Der Französische Minister sagt zu seiner Reise durch den Mittleren Osten: „Seit zehn Jahren kämpft Frankreich unerbittlich und gnadenlos gegen die IS-Terroristen im Irak und in Syrien. Die Fortsetzung dieses Kampfes hat absolute Priorität.“
Auch das US-Miltär hat kürzlich einen Bericht veröffentlicht, in dem fünf Luftangriffe gegen Orte des IS‘ in Syrien dokumentiert wurden. 50 IS-Anhänger sollen dabei ermordet oder verhaftet worden sein.

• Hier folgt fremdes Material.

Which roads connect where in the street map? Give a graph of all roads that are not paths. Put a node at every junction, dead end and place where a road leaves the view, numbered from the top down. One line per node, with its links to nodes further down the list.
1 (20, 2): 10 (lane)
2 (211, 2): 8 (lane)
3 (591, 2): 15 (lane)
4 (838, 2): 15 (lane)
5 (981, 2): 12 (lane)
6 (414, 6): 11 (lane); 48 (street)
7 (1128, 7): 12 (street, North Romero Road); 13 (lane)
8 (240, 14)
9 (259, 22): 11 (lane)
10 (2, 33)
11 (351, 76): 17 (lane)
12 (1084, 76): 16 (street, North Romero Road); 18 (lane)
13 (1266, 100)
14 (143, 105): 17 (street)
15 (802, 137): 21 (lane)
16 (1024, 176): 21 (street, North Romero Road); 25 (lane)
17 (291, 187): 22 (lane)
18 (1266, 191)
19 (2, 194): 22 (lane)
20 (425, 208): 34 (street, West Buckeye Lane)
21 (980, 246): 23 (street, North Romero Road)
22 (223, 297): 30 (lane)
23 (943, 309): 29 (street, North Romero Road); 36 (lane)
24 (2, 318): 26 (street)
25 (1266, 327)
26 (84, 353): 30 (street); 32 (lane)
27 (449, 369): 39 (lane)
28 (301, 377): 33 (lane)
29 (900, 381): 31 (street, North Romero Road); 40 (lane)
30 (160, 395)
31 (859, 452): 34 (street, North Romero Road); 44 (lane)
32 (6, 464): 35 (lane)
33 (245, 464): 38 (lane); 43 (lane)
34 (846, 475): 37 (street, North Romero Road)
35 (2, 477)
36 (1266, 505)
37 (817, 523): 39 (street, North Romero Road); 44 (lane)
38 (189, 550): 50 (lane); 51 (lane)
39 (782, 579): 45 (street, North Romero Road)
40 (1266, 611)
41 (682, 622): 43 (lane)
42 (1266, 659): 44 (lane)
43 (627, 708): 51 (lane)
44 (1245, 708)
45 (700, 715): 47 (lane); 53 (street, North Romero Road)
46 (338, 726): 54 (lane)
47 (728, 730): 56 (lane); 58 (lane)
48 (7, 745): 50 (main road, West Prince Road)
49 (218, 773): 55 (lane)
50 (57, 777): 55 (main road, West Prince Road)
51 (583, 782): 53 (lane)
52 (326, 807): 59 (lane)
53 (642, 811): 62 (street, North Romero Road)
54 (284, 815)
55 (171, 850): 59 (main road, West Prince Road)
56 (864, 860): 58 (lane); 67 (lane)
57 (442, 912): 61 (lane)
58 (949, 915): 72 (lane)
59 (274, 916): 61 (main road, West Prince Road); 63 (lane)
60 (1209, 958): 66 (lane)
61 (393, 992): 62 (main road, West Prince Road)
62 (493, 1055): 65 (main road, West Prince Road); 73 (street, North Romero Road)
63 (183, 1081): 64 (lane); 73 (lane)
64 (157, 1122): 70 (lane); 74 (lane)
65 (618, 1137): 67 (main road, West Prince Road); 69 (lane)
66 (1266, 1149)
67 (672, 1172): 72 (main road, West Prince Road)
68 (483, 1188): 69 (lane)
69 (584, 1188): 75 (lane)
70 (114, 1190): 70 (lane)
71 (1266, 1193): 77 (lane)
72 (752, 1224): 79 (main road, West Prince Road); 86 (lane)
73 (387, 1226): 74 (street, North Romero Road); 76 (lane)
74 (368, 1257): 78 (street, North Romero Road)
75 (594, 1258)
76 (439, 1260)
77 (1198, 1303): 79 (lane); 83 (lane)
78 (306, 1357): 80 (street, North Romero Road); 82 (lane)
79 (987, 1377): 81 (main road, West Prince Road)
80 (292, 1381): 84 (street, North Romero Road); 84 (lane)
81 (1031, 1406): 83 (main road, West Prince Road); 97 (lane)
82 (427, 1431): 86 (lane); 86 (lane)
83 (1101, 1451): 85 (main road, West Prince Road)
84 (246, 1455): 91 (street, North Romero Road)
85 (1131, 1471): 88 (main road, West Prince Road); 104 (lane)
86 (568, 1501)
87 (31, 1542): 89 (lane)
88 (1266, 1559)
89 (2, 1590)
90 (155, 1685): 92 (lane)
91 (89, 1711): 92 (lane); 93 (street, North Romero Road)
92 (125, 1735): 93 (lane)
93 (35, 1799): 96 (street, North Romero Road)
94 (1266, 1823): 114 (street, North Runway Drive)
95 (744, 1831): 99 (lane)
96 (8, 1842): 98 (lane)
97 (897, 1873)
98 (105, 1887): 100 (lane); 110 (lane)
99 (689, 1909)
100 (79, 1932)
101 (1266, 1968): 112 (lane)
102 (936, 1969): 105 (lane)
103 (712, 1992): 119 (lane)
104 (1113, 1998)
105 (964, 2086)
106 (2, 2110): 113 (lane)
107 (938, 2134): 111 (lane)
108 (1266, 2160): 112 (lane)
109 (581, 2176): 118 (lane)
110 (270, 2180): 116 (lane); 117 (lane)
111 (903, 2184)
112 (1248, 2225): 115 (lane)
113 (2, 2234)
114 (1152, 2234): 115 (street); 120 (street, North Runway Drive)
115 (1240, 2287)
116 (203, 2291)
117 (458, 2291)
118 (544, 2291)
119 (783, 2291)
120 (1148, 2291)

Die letzten Wochen haben wieder einmal deutlich gezeigt, dass es diesen westlichen Staaten um alles andere, als um eine moralische Mission dabei geht. Die USA selbst haben Gruppen wie den IS mit unterstützt und groß werden lassen. Es ist ein Teil ihrer Strategie, um den Mittleren Osten zu destabilisieren und am Ende ihre eigenen Vorteile zu sichern. Der IS wird, wenn überhaupt, mit symbolischen Aktionen angegriffen, während gleichzeitig Islamisten mit der gleichen Ideologie zu den neuen Herrschern Syriens gemacht werden. Die US-geführte Anti-IS-Koalition hat keinen Finger gerührt, als vor zwei Wochen die HTS massenhaft IS-Gefangene aus den übernommenen Gefängnissen entließ. Jetzt warnt die UN vor einem erneuten Erstarken des IS und der lokalen und internationalen Gefahr die damit einher geht.

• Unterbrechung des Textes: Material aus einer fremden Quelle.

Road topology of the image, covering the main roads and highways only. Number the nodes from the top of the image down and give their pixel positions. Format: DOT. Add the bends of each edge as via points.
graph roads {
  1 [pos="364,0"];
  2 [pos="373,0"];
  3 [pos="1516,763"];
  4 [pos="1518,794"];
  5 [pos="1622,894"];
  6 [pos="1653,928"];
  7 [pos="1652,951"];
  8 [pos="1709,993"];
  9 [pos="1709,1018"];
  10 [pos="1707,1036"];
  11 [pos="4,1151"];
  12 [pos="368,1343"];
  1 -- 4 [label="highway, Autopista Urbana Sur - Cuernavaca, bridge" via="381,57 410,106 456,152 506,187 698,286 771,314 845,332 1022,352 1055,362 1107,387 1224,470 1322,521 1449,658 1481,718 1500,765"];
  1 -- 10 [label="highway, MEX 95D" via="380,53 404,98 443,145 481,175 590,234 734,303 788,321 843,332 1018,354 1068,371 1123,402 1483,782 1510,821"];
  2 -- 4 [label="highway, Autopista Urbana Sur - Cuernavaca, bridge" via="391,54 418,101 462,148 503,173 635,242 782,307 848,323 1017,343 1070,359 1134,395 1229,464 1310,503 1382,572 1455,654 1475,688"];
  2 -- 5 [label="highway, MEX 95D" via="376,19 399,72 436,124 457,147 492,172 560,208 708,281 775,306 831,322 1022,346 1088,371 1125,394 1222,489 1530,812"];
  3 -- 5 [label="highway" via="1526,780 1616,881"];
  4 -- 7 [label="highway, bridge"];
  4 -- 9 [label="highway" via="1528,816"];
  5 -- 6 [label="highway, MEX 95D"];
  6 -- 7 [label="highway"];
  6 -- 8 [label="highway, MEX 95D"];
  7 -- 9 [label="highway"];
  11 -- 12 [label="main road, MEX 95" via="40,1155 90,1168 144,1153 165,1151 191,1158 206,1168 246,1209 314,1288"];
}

Stattdessen hat sich gestern klar gezeigt, welches Interesse wirklich hinter der Politik der USA in Syrien steckt: Tom Barrack, der US Spezialbeauftragter für Syrien, gab bekannt, dass die Syrian Petrol Company erste Verträge mit u.a. einer US amerikanischen Firma unterschrieben hat.
Zuletzt wollen wir noch eine Nachricht von außerhalb Rojavas mit euch teilen. Heute erreichten uns Nachrichten unserer Freund:innen und Genoss:innen aus Athen, aus der selbstorganisierten Nachbarschaft in der besetzten Prosfygika. Manchmal wird Prosfygika auch „klein Rojava“ genannt, weil die Gemeinschaft auf ähnlichen Prinzipien wie die Revolution hier aufbaut und ebenso ein Ort ist, der weit über Athen und Griechenland hinaus ein Beispiel ist, von dem viele lernen.
Der griechische Staat bereitet sich in diesem Moment auf einen großangelegten Angriff auf die Nachbarschaft vor mit dem Ziel sie gänzlich zu räumen. Damit werden nicht nur 400 Menschen auf die Straße gezwungen, sondern auch eine Gemeinschaft zerrissen, die seit über zehn Jahren beweist, dass es möglich ist sich solidarisch und widerständig selbst zu organisieren. Es überrascht nicht, dass dies jetzt passiert. Weltweit spitzt sich der dritte Weltkrieg zu. Und das heißt nicht nur, dass mehr offene Kriege geführt werden, sondern auch dass versucht wird, jedes Projekt, das eine Alternative zum Wahnsinn der kapitalistischen Moderne aufzeigt, im Keim zu ersticken.
Wir stellen uns an die Seite der Gemeinschaft der besetzten Prosfygika und senden Grüße an unsere Freundinnen und Schwestern!
Wir rufen auch euch auf eure Solidarität mit Prosfygika zu zeigen und weiterhin Kämpfe für Freiheit und Selbstbestimmung weltweit zu verbinden!